_TASK TO COMPLETE_
Wherever "Tacna" shows up in the records below, copy the whole line.

+ + + + +

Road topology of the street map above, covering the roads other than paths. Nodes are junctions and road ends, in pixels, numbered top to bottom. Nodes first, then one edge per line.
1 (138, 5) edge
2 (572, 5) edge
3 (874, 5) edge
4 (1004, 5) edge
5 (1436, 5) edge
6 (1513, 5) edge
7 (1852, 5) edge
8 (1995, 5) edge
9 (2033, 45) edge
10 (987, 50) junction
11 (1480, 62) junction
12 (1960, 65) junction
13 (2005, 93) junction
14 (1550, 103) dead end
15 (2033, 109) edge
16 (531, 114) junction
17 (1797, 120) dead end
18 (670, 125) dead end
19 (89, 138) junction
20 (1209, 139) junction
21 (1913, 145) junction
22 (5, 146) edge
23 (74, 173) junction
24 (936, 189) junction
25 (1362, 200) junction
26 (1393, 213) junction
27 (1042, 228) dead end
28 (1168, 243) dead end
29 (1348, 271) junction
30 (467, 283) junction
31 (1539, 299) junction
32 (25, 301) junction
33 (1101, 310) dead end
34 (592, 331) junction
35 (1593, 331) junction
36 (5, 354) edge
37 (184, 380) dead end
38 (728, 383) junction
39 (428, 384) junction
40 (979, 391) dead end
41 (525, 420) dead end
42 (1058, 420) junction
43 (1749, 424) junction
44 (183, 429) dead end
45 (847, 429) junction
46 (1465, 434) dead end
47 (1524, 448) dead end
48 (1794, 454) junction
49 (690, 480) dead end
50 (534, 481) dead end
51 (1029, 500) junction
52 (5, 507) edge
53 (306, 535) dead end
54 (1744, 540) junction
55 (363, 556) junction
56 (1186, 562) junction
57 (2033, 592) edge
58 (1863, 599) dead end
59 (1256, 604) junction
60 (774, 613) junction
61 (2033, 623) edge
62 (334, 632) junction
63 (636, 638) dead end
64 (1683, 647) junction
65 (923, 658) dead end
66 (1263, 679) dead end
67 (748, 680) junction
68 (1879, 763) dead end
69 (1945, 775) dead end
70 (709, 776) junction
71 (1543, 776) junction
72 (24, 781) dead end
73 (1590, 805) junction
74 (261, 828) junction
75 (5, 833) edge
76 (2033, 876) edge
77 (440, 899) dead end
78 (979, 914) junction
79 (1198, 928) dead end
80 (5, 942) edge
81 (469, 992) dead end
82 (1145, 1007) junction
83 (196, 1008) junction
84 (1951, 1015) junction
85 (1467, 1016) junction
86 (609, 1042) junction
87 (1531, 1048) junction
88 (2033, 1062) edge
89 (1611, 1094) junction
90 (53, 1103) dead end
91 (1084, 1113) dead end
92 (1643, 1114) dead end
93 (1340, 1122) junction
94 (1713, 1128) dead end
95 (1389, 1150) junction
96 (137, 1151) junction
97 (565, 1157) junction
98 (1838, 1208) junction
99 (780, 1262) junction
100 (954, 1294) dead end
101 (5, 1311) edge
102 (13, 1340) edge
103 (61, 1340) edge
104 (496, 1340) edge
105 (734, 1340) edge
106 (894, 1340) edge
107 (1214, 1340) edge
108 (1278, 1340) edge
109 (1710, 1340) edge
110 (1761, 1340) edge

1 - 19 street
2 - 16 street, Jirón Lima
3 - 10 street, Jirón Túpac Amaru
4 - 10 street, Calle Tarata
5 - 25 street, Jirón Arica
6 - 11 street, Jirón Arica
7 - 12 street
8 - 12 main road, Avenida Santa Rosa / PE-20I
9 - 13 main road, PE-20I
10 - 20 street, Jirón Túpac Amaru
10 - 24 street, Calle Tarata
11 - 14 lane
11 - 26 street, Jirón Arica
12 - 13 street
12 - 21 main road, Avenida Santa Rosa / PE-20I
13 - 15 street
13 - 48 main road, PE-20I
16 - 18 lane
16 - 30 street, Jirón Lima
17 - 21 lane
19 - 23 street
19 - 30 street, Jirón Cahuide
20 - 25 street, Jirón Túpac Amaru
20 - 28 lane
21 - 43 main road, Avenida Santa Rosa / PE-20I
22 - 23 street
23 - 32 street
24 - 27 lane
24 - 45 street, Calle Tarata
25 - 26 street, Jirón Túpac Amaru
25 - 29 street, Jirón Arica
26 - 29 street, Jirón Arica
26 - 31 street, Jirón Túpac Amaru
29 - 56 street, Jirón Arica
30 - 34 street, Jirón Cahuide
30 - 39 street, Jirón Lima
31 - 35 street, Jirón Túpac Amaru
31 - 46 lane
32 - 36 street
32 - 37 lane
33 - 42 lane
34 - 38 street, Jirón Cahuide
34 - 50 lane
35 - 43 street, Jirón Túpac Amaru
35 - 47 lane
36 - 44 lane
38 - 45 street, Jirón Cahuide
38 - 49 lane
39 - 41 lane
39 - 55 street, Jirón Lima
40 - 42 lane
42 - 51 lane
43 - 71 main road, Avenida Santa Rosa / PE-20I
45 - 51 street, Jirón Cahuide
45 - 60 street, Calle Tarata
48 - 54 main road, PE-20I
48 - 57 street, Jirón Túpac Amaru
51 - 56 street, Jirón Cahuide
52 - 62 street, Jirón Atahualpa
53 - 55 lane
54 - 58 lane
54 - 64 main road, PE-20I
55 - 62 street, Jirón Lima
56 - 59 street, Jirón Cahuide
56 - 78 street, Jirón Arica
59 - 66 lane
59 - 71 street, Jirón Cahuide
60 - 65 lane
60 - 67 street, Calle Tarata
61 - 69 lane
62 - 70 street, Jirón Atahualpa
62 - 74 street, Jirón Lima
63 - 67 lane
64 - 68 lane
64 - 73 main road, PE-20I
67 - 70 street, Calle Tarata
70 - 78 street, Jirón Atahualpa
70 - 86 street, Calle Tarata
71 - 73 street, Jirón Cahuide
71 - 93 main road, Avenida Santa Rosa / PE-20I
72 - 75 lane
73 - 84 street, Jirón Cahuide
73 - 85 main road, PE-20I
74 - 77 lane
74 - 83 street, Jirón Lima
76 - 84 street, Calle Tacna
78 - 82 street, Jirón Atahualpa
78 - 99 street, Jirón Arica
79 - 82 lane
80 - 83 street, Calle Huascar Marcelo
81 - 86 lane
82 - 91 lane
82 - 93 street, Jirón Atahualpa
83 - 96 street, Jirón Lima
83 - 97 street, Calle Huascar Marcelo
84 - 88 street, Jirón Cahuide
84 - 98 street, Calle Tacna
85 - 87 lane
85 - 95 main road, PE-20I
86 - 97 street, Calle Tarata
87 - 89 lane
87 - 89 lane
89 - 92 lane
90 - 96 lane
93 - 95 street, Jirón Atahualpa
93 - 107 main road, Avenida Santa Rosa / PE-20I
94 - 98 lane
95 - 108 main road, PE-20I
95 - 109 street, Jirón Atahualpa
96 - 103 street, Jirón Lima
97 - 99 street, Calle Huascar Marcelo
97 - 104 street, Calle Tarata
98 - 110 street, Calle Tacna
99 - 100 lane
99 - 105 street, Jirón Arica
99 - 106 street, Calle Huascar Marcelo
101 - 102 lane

+ + + + +

_PROBLEM SOLUTION_
76 - 84 street, Calle Tacna
84 - 98 street, Calle Tacna
98 - 110 street, Calle Tacna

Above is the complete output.